**RECORDS TO USE**

__________

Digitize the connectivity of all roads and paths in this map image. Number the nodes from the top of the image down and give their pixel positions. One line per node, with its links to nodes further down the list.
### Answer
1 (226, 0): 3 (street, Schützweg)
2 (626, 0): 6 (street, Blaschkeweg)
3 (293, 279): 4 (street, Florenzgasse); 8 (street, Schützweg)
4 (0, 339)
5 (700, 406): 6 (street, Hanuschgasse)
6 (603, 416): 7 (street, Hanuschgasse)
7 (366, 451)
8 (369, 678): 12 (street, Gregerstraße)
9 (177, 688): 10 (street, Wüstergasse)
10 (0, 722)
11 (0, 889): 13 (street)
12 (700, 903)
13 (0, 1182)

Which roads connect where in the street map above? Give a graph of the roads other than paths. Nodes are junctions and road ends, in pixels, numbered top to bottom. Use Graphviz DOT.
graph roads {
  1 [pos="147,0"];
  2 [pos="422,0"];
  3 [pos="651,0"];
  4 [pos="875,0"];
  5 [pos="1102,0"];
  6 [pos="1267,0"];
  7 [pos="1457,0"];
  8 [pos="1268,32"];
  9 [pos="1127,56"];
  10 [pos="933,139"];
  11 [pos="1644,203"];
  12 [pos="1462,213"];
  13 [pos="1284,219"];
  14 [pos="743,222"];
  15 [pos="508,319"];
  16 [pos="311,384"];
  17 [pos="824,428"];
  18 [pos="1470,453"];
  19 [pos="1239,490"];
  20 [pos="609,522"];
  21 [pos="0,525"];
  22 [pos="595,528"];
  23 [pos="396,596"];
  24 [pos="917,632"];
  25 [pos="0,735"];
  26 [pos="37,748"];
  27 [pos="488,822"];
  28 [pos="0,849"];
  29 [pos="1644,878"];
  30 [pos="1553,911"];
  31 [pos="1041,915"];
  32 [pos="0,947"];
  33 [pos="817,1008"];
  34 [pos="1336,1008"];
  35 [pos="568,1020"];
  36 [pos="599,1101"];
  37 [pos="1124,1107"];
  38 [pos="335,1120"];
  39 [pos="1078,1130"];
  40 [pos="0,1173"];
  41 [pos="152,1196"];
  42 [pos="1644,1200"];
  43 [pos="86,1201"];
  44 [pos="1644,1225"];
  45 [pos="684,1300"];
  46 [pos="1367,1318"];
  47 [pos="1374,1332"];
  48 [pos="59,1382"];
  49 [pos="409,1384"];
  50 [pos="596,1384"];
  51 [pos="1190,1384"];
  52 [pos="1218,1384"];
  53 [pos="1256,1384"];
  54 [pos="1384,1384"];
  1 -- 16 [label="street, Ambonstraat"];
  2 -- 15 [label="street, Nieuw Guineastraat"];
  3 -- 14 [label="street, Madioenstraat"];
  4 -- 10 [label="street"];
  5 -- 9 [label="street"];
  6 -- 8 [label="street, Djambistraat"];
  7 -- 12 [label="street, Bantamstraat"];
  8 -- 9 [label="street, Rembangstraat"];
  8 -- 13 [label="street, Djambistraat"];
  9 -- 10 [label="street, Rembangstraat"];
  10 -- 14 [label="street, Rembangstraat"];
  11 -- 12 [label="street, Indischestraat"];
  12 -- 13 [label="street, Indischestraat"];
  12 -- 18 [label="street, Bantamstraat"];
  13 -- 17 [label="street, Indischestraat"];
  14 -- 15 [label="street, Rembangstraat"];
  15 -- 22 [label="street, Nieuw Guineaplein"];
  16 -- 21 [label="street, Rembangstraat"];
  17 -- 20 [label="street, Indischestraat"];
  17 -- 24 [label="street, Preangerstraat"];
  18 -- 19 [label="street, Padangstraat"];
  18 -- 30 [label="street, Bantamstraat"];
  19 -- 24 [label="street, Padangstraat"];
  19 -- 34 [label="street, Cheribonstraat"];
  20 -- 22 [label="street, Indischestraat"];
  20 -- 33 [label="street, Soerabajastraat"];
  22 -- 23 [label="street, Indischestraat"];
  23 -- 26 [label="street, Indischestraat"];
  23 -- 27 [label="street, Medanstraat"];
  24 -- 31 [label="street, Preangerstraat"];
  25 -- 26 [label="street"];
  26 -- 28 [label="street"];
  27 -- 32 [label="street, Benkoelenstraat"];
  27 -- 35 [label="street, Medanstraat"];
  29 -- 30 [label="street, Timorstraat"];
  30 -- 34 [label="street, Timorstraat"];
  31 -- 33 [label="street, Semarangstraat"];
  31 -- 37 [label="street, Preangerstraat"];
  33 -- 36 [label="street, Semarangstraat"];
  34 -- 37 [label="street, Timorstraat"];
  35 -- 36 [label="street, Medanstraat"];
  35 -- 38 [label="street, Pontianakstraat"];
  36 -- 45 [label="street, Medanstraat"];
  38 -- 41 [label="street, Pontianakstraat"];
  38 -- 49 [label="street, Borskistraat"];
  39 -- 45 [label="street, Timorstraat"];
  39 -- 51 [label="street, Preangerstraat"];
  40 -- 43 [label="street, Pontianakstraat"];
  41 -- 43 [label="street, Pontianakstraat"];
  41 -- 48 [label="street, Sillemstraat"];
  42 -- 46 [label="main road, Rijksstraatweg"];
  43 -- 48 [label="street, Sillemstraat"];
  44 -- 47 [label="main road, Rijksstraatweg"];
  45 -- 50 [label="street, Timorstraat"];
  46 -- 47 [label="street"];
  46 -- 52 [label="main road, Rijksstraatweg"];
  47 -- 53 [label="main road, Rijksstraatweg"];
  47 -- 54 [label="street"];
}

__________

**WHAT THIS TASK INVOLVES**
Tell how many lines in the material hold the word "Indischestraat". Reply with the number only.

**REPLY TO THE TASK**
7